Friday, April 19, 2013

SLlinky* Friday: 8 Dangerous Travel Destinations for Women & One That Isn’t--plus Bradley Cooper, Ann Sinclair and Goya

* Caryl and Maryl troll the web for the best Second Life links this week:

Leaving On a Jet Plane: A week of unrelenting and upsetting headlines make us want to pack up and get away for a little R & R. Well, according to Business Insider, you won’t want to go to these 8 places if you are a woman and want to be safe. (Full disclosure: The article reads like a list of Caryl’s past vacation destinations.) But there’s one exotic locale where two of our favorite bloggers have done the advance work for your next trip--Morocco. Check out Shifting Gears where writer and friend Judith Ross traveled to visit her son, a Peace Corp. volunteer, in Tinghir. And don’t miss Slim Paley’s post on Ouarzazete from where she and a girlfriend departed for a luxurious desert camping trip. Both of these fearless travelers know how to shoot—pictures, that is.

Bradley Cooper with mother Gloria 

Home Again: Our adult children always know that they can return to the nest when they need us--but they also come back when we need them. Bradley Cooper, Oscar nominee and good son, has moved back in with his mother while the family continues to grieve the loss of Cooper’s dad.  Having his mom around is "not without complications," he says. "It's not like I live in a compound and she's in the guesthouse. No, she's in the next room." Read more at People.  

Arianna & Ann
Huff Post 60: Life for Ann Sinclair is getting better after 60. The recently-named head of Le Huffington Post, the French offshoot of Arianna Huffington’s internet empire, has finalized her divorce from Dominque Strauss-Kahn, disgraced director of IMF. Who knew Sinclair, 64, and her new boss, 62, have the same birthday?
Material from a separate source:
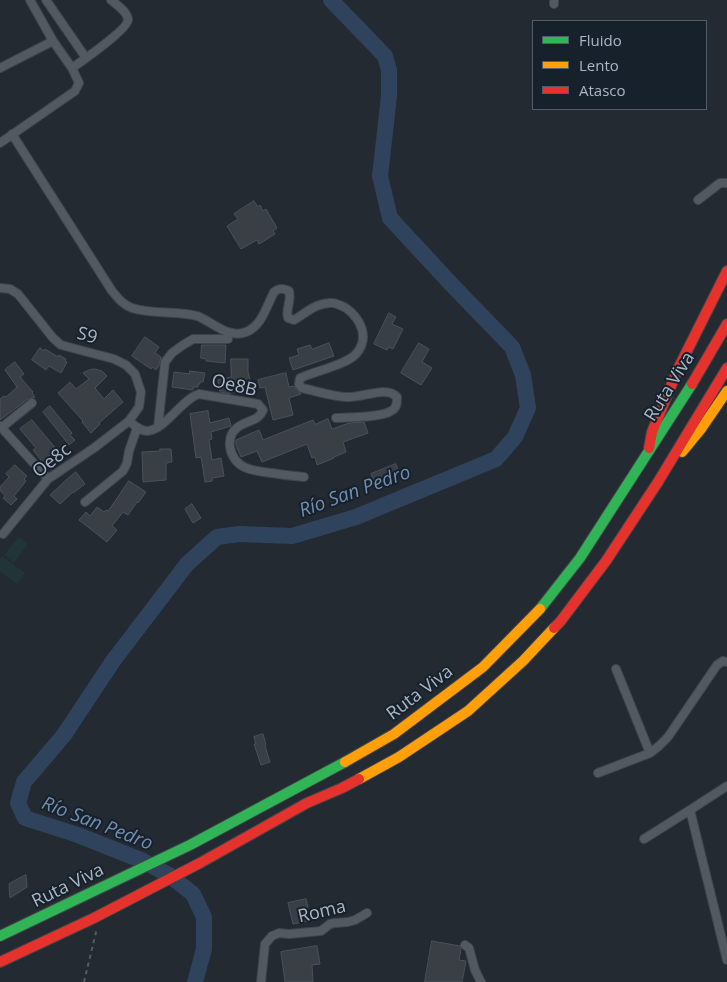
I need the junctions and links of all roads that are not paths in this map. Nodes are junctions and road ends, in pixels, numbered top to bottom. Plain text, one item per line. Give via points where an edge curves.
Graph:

July 15. We learned this and more at The New Yorker.

Wanted: Smart Advertising for smart women. Do the people at Dove really think we are going to believe a forensic sketch artist can draw us to their beauty bar?  Well, they’ve got soap in their eyes, according to Salon.  For more on what the people behind the brand were thinking, fast forward to the videos at brandchannel.  Idea for the new advertising campaign: A + ; Execution: F. (And, that’s not for feminism.) 
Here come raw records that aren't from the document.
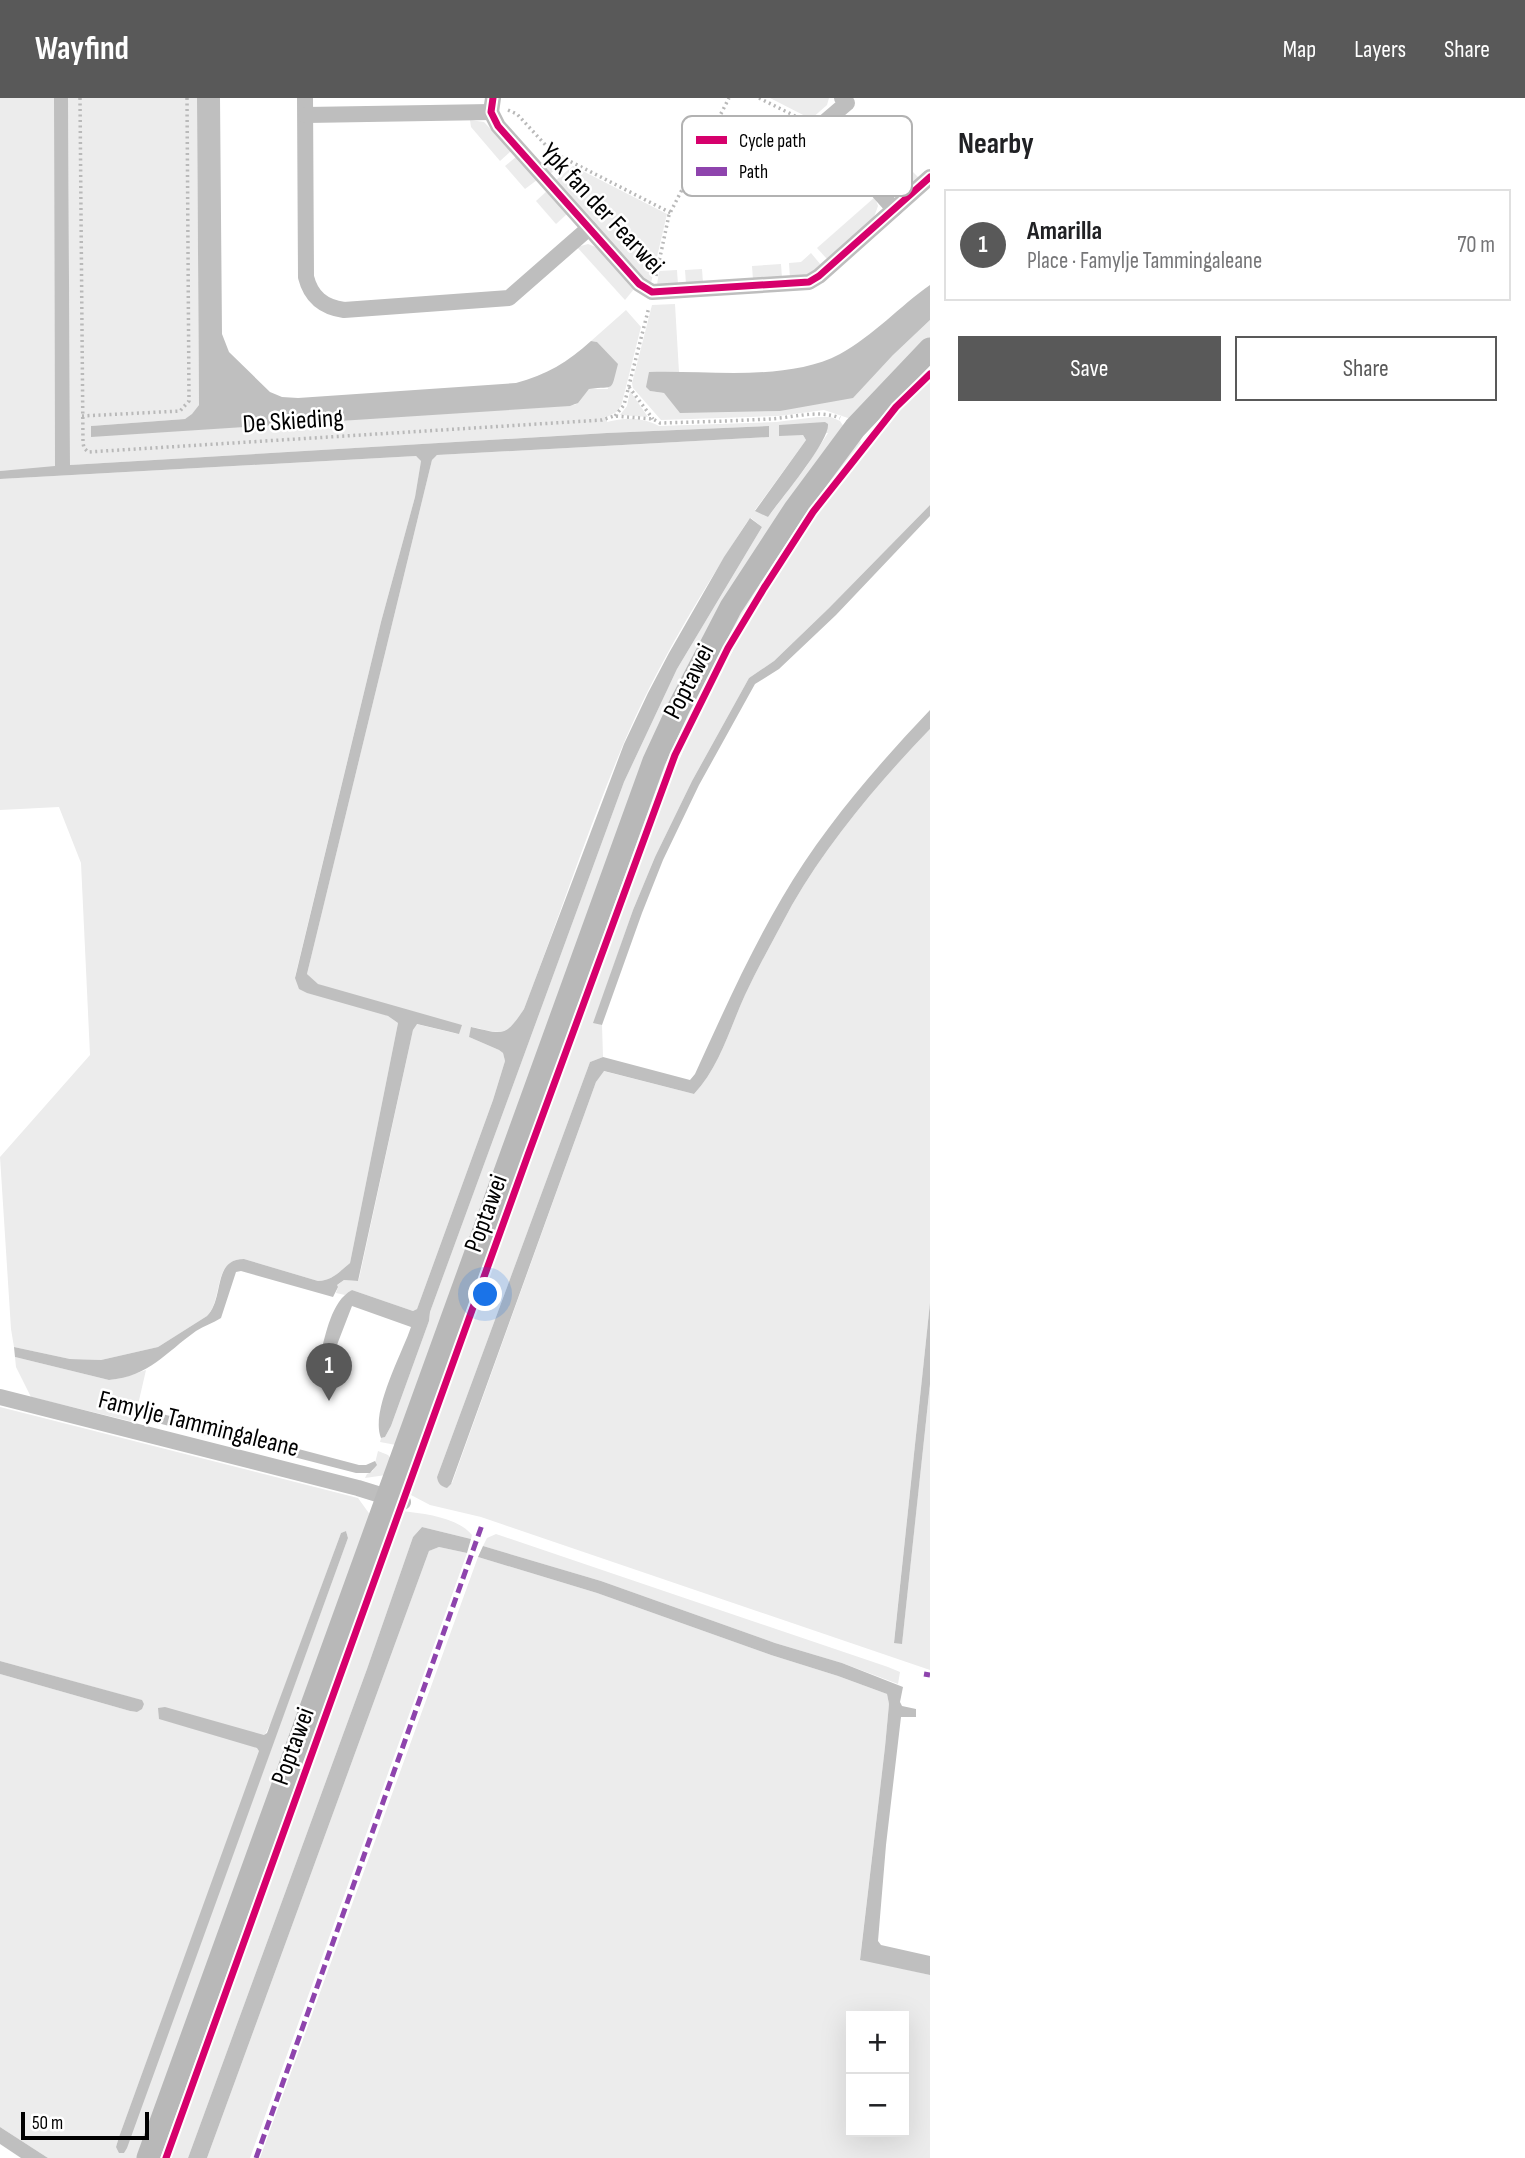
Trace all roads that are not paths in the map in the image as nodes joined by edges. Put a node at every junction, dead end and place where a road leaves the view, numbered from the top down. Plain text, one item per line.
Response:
1 (305, 98) edge
2 (842, 98) edge
3 (492, 105) edge
4 (306, 115) junction
5 (831, 116) edge
6 (930, 177) edge
7 (912, 193) edge
8 (882, 196) edge
9 (909, 196) edge
10 (894, 209) junction
11 (589, 228) junction
12 (930, 349) edge
13 (0, 1397) edge
14 (395, 1499) junction
15 (148, 2158) edge

1 - 4 street
2 - 5 street
3 - 4 street
3 - 11 street, Ypk fan der Fearwei
4 - 11 street
6 - 7 street, Ypk fan der Fearwei
8 - 10 street
9 - 10 street, Ypk fan der Fearwei
10 - 11 street, Ypk fan der Fearwei
12 - 14 main road, Poptawei
13 - 14 street, Famylje Tammingaleane
14 - 15 main road, Poptawei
Speaking of Feminism: You can 
buy social provocateur and author Susan Jacoby’s e-book The Last Men on Top for $2.99 starting April 23. Or, you can read  this excerpt (and learn a new word), "Sex in the Mad Men Era: Phallocrats and Fake Virgins",  at The Daily Beast.

Goya's “El Sueño de la Razon
Produce Monstruos” at Boston's MFA
Art Heals, we know that. Thank you to Mostafa Heddaya whose post on Hyperallergic  reminded us why museums are always “a place of respite” for our communities and gave us another reason to love Boston in this difficult week.


  1. Thank you so much Caryl and Maryl for the mention! I returned home from my trip just two days ago to a much different Boston than the one I left. It's ironic that certain people were concerned about my son's safety living in Morocco. Turns out that this week, at least, it is a safer choice than Boston.

    I have so much to write about, and am hoping to get my jet lagged brain moving. I had the privilege of spending time with several Moroccan woman -- of all ages. And clearly, it is a great place to be a man... not so great if you are a woman who marries. Then you are stuck in the house, where as one woman put it, "You are responsible for everything."

    Some of them spoke English, others were patient with my very poor French and still others taught me a few words of Berber -- the language spoken in Tinghir. Otherwise, my son, who is fluent in Moroccan Arabic was our constant interpreter.

    I'm honored to be listed along with Slim's beautiful blog. Thanks again and I hope to post more about my experiences in Morocco soon.

    1. Welcome home. I can't wait to read more about your trip. In my own travels, I find women are much the
      same all over the world--especially mothers. I remember on my first trip to India, a local woman told
      me that "mothers can move mountains." I always remember that when I face difficulty. And, my heart
      goes out to your hometown, especially to the mothers of the dead and injured. It is all so terribly sad.

  2. What a terrific collection of resources and reads. Thank you for these, not the least of which is the fact that art heals. I think we're all seeking a path to healing right now, and possibly more so, true community.